While Myka was hit with a lot of criticism over the family's decision, she also received support from many viewers, like one who said she was "okay with" Huxley "going to a loving family to be and feel safe."
"I see people getting upset that she had him rehomed. And trust me I am there with you, he is a child who needs loved," the Facebook user wrote. "But after hearing these horror stories about kids being beat to death and held as hostages in their own homes, I'm okay with him going to a loving family to be and feel safe. Who knows what could have happened if they couldn't have the patience with him. Bless him."

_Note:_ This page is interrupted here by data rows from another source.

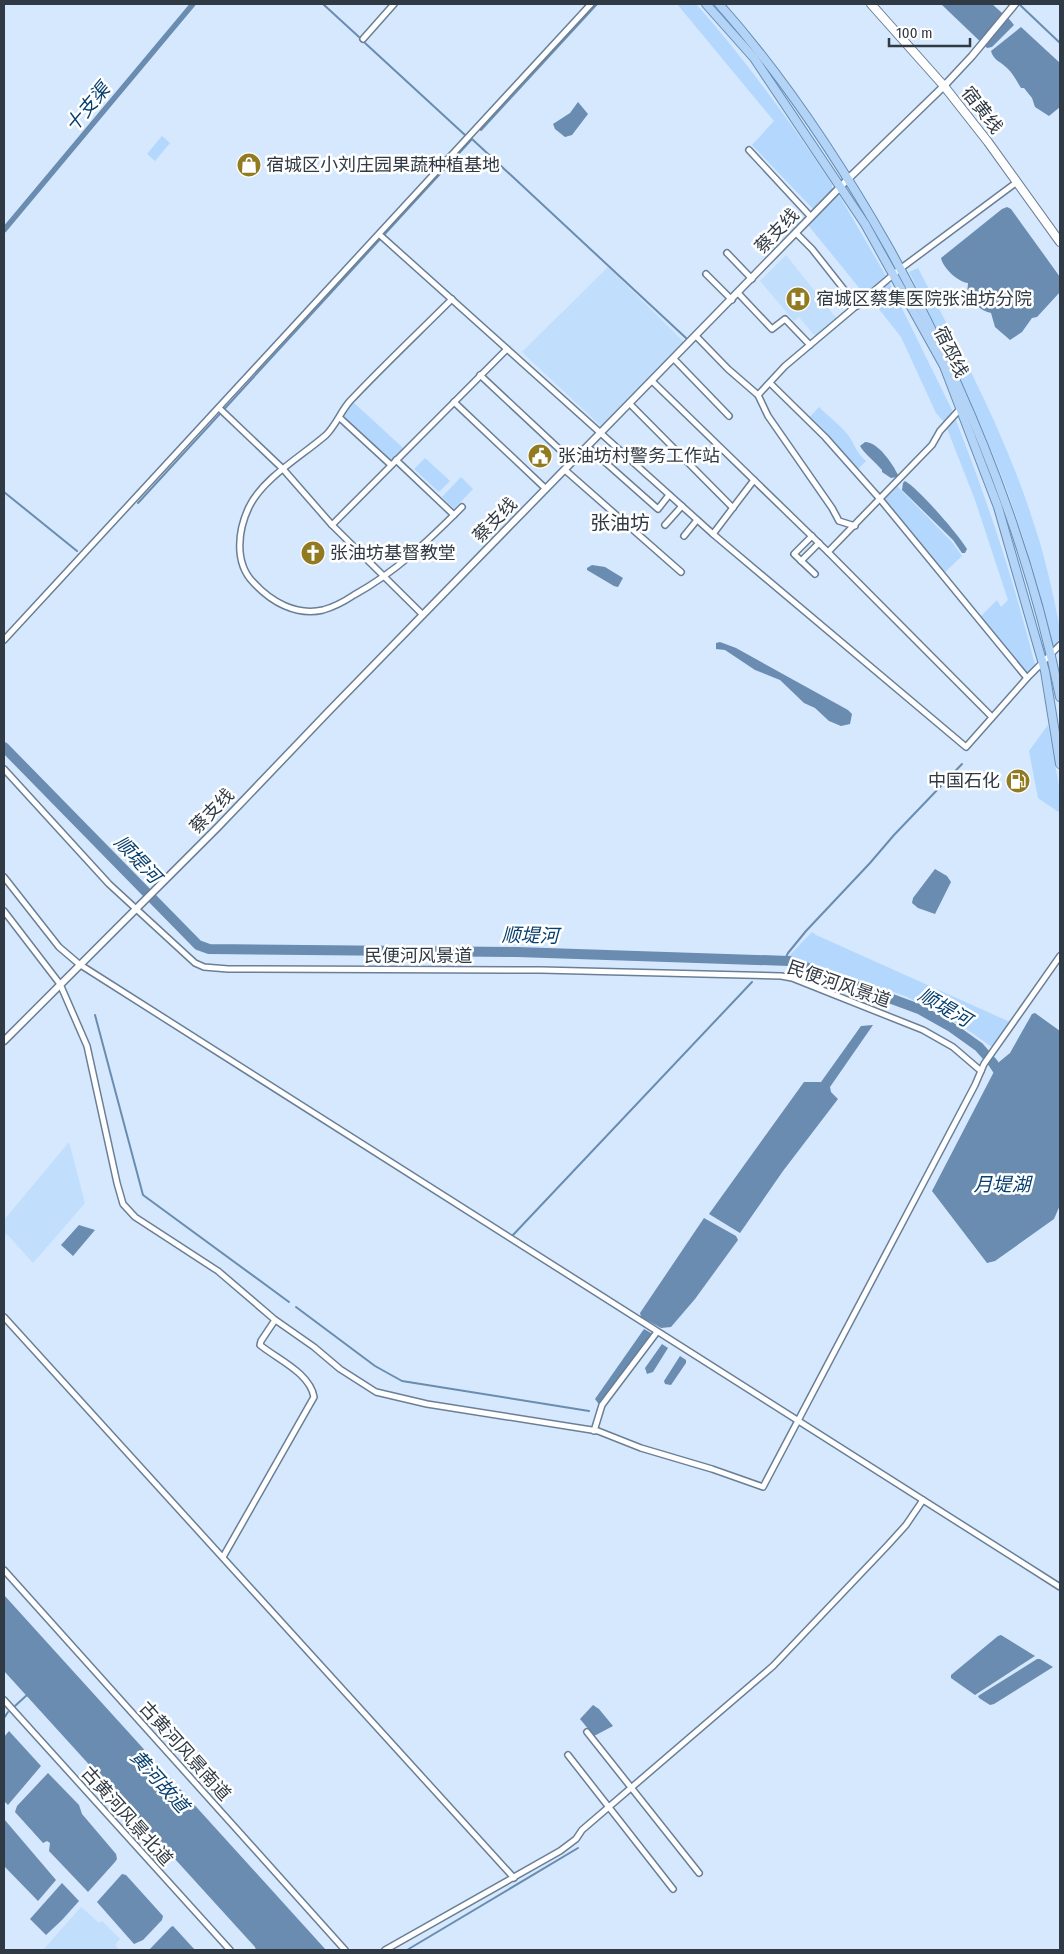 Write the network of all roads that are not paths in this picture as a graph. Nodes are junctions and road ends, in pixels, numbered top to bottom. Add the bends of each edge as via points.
1 (394, 4) edge
2 (591, 4) edge
3 (706, 4) edge
4 (719, 4) edge
5 (872, 4) edge
6 (1015, 4) edge
7 (363, 39) dead end
8 (944, 86) junction
9 (748, 150) dead end
10 (848, 179) junction
11 (1017, 182) junction
12 (840, 187) junction
13 (811, 217) junction
14 (796, 233) junction
15 (381, 236) junction
16 (1060, 242) edge
17 (727, 253) dead end
18 (900, 269) junction
19 (706, 274) dead end
20 (894, 276) junction
21 (752, 279) junction
22 (738, 293) junction
23 (452, 299) junction
24 (732, 300) junction
25 (857, 306) junction
26 (696, 336) junction
27 (810, 345) junction
28 (507, 349) junction
29 (674, 359) junction
30 (480, 375) junction
31 (652, 381) junction
32 (770, 383) junction
33 (758, 395) junction
34 (454, 402) junction
35 (630, 404) junction
36 (960, 409) junction
37 (221, 410) junction
38 (729, 416) dead end
39 (340, 418) junction
40 (600, 434) junction
41 (588, 447) junction
42 (396, 460) junction
43 (573, 462) junction
44 (391, 465) junction
45 (283, 469) junction
46 (565, 470) junction
47 (754, 480) junction
48 (546, 489) junction
49 (669, 495) junction
50 (880, 499) junction
51 (682, 506) junction
52 (462, 507) dead end
53 (733, 508) junction
54 (454, 515) junction
55 (697, 520) junction
56 (332, 525) junction
57 (665, 525) dead end
58 (855, 526) junction
59 (713, 534) junction
60 (684, 536) dead end
61 (812, 536) junction
62 (819, 543) junction
63 (828, 552) junction
64 (801, 561) junction
65 (681, 572) dead end
66 (815, 574) dead end
67 (384, 577) junction
68 (423, 614) junction
69 (4, 640) edge
70 (1060, 644) edge
71 (1051, 655) junction
72 (1042, 663) junction
73 (1027, 678) junction
74 (1060, 698) edge
75 (992, 717) junction
76 (1060, 764) edge
77 (4, 769) edge
78 (4, 877) edge
79 (135, 909) junction
80 (4, 911) edge
81 (1060, 956) edge
82 (79, 964) junction
83 (60, 984) junction
84 (4, 1040) edge
85 (981, 1071) junction
86 (4, 1317) edge
87 (275, 1320) junction
88 (657, 1332) junction
89 (798, 1421) junction
90 (594, 1431) junction
91 (923, 1500) junction
92 (223, 1557) junction
93 (4, 1570) edge
94 (1060, 1587) edge
95 (4, 1700) edge
96 (587, 1732) dead end
97 (568, 1755) dead end
98 (631, 1787) junction
99 (609, 1806) junction
100 (699, 1873) dead end
101 (514, 1878) junction
102 (673, 1889) dead end
103 (230, 1950) edge
104 (345, 1950) edge
105 (385, 1950) edge

1 - 7 street
2 - 15 street
3 - 12 main road, 宿邳线 via 754,58
4 - 10 main road, 宿邳线 via 783,84
5 - 8 main road, 宿黄线
6 - 8 street, 蔡支线
8 - 10 street, 蔡支线
8 - 11 main road, 宿黄线
9 - 13 street
10 - 12 street, 蔡支线
10 - 18 main road, 宿邳线
11 - 16 main road, 宿黄线
11 - 18 street
12 - 13 street, 蔡支线
12 - 20 main road, 宿邳线
13 - 14 street, 蔡支线
14 - 21 street, 蔡支线
14 - 25 street
15 - 23 street
15 - 37 street
17 - 21 street
18 - 20 street
18 - 71 main road, 宿邳线 via 944,352 976,424 1016,531
19 - 24 street
20 - 25 street
20 - 36 main road, 宿邳线 via 944,366
21 - 22 street, 蔡支线
22 - 24 street, 蔡支线
22 - 27 street via 772,329 785,319
23 - 28 street
23 - 39 street via 348,403
24 - 26 street, 蔡支线
25 - 27 street
26 - 29 street, 蔡支线
26 - 33 street
27 - 32 street
28 - 30 street
28 - 40 street
29 - 31 street, 蔡支线
29 - 38 street
30 - 34 street
30 - 43 street
31 - 35 street, 蔡支线
31 - 47 street
32 - 33 street
32 - 50 street via 826,437
33 - 58 street via 768,416 839,522
34 - 42 street
34 - 48 street
35 - 40 street, 蔡支线
35 - 53 street
36 - 50 street via 932,445
36 - 72 main road, 宿邳线 via 998,507
37 - 45 street
37 - 69 street
39 - 44 street
39 - 45 street via 327,434
40 - 41 street, 蔡支线
40 - 49 street
41 - 43 street, 蔡支线
41 - 49 street via 658,509
42 - 44 street
42 - 54 street
43 - 46 street, 蔡支线
44 - 56 street
45 - 56 street
45 - 67 street via 254,499 240,537 243,568 259,589 290,609 323,610
46 - 48 street, 蔡支线
46 - 65 street
47 - 53 street
47 - 61 street
48 - 68 street, 蔡支线
49 - 51 street
50 - 58 street
50 - 73 street
51 - 55 street
51 - 57 street
52 - 54 street
53 - 59 street
54 - 67 street
55 - 59 street
55 - 60 street
56 - 67 street
58 - 63 street
59 - 75 street via 966,747
61 - 62 street
61 - 64 street via 794,554
62 - 63 street
62 - 64 street
63 - 75 street
64 - 66 street
67 - 68 street
68 - 79 street, 蔡支线
70 - 71 street
71 - 72 street
71 - 74 main road, 宿邳线
72 - 73 street
72 - 76 main road, 宿邳线
73 - 75 street
77 - 79 street, 民便河风景道
78 - 82 street via 59,947
79 - 82 street, 蔡支线
79 - 85 street, 民便河风景道 via 195,963 204,967 542,970 786,977 924,1030
80 - 83 street
81 - 85 street
82 - 83 street, 蔡支线
82 - 88 street
83 - 84 street, 蔡支线
83 - 87 street via 87,1046 123,1204 135,1217 218,1271
85 - 89 street
86 - 92 street
87 - 90 street via 376,1392 428,1404
87 - 92 street via 260,1345 300,1375 310,1385 314,1397
88 - 89 street
88 - 90 street via 602,1405
89 - 90 street via 763,1487
89 - 91 street
91 - 94 street
91 - 98 street via 906,1525 773,1666
92 - 101 street
93 - 104 street, 古黄河风景南道
95 - 103 street, 古黄河风景北道
96 - 98 street
97 - 99 street
98 - 99 street
98 - 100 street
99 - 101 street via 560,1852
99 - 102 street
101 - 105 street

"It was more than just autism and adhd And until you have had to take care of a special needs child how bout quit judging them," wrote another. "My mom passed and it was left up to me to take care of my special needs sister and believe it's not easy. And now ik just how strong my mom was to have done it on her own all these years. I'm glad they found him a family that could give him a better life than what they could."
"Before we attack this woman we don't know what the child needs were at home," a third woman wrote. "Some of these children that come from orphanages from overseas have severe behavioral issues. He could've been hurting her children doing stuff that we just don't know about. Sometimes that may mean putting him in an environment that is safe for him and safe for others. The child will thrive in a place better suited for him."
"It's not only because he has autism," another said on a separate Facebook post. " 'Once Huxley came home, there was a lot more special needs that we weren't aware of, and that we were not told,' It says. I do not know about his medical conditions and its theirs to keep it private if they want for The sake of his privacy."